Het was nog vroeg in de ochtend. Het pand was dicht. Hij liep om het gebouw heen en keek door de ramen naar binnen maar kon weinig zien. De ruiten waren bijzonder smerig en sommige ramen waren dichtgetimmerd met hout. Waar hij naar binnen kon kijken, zag hij voornamelijk lege ruimtes: grauwe kamers vol stof en rommel en geen mens te bekennen. Hij liep naar de achterkant, vond een deur maar die zat op slot. Hij liep verder en kwam uit op een grote binnentuin. De tuin was nogal verwilderd: een paar oude versleten tuinstoelen, een houten beeld waaraan nog gewerkt werd maar dat was lang geleden gezien de toestand van het beeld. In een hoek van de tuin een zelfgemaakte barbecue, ook lang geleden voor het laatst gebruikt. Hier was ooit geleefd, misschien vorige zomer voor het laatst. Wat er in de tussentijd was gebeurd, was niet duidelijk.
Hij twijfelde wat te doen, hij zou graag een kijkje nemen in het gebouw. Inbreken was een optie maar niet nu, niet overdag. Als hij betrapt werd had hij te veel uit te leggen. Misschien later, als Suzanne niet in de buurt was. Daar was ze te formeel voor.

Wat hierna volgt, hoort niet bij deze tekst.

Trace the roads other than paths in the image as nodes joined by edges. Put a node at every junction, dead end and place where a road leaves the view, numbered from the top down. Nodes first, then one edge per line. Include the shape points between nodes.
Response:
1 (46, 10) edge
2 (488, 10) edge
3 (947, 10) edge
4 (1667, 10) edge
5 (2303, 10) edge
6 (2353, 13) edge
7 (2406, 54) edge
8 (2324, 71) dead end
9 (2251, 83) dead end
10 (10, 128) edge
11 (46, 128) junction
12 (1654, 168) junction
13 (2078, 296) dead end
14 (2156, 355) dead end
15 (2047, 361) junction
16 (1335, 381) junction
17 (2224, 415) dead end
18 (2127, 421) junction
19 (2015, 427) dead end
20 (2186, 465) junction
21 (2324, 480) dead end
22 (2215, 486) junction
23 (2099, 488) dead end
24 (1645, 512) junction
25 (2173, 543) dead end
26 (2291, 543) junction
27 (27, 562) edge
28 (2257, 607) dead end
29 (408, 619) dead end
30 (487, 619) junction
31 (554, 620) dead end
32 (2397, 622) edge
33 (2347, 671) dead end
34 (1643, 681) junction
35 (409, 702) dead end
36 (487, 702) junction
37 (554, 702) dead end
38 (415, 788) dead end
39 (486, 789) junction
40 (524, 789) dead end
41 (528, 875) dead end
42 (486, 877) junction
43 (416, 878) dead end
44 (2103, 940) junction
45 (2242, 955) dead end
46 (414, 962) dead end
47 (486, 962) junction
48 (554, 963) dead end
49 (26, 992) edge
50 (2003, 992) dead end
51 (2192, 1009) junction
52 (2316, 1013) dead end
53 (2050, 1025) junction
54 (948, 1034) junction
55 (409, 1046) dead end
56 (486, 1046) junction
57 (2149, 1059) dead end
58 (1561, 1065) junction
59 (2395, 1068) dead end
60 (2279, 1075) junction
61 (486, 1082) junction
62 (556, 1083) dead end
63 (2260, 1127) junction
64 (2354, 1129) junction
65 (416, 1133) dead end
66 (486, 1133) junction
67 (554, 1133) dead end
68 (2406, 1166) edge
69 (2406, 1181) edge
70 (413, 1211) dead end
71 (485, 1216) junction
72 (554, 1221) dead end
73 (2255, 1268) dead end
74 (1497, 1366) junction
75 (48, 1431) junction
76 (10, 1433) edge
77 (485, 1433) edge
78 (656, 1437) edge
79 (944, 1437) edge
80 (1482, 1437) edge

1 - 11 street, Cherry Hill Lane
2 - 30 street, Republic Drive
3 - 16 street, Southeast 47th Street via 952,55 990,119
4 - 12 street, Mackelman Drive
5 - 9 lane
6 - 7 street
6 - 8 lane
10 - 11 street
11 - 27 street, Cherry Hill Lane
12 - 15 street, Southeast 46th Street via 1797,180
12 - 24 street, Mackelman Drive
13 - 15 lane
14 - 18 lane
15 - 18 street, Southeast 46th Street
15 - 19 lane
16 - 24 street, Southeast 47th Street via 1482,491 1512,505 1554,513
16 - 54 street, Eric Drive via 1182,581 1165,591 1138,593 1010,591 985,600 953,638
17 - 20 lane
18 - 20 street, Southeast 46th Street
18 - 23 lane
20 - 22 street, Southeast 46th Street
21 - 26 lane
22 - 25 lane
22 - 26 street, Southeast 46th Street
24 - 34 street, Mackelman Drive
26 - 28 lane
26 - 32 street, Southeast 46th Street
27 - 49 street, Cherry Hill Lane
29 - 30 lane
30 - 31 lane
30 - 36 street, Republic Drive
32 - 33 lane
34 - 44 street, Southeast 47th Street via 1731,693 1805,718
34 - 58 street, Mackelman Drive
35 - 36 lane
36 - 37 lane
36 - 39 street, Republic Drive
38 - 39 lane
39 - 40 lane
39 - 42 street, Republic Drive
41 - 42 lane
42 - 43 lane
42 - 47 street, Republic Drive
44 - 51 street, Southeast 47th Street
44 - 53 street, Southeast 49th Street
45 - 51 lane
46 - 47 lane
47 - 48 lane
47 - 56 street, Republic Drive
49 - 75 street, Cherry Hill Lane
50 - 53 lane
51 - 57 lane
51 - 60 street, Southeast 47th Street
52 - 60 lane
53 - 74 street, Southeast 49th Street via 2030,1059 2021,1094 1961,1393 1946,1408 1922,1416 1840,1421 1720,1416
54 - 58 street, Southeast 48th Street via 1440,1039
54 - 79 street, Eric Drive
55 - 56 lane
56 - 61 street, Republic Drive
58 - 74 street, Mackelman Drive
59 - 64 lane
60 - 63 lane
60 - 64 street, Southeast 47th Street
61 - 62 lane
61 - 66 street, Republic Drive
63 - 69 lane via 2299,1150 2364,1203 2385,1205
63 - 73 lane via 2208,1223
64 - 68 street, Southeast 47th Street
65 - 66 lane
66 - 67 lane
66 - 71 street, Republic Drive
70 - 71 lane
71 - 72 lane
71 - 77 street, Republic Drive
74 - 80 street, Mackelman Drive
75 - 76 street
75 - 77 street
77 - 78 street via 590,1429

Suzanne zat in een hoek van het café. Ze keek niet blij, moe waarschijnlijk. Er liepen nog twee andere zaken, afrondjes voornamelijk. Dat mocht zij mooi doen terwijl hij hier het veldwerk deed. Ze keek hem aan, roerde in haar koffie en trommelde wat met haar lange vingers op de tafel. ‘En, bevalt het hier? Tussen de lokalen?’
‘Het is rustig, dat bevalt. En, een stuk beter dan de hele dag op het bureau.’
Hij vertelde wat hij tot zover uitgevonden had.
‘Die fotograaf dus.’ Ze roerde nog steeds in haar koffie. ‘En dat zou eventueel de moordenaar zijn en als we hem vinden is de zaak rond? Klinkt gemakkelijk.’
‘Als we hem vinden… want ik heb geen idee waar hij is en of het ook echt wel dezelfde auto is.’
‘Het is in ieder geval iets. Genoeg om op door te gaan. Oh… .’ Ze nam een slok koffie en trok vervolgens een vies gezicht. ‘Ik blijf vannacht hier, er zijn nog kamers vrij. Het is bijna weekend en op het hoofdkantoor ben ik voor deze week wel klaar. Kijken of we samen wat veldwerk kunnen doen. Ik wil sowieso nog terug naar de plek van de moord.’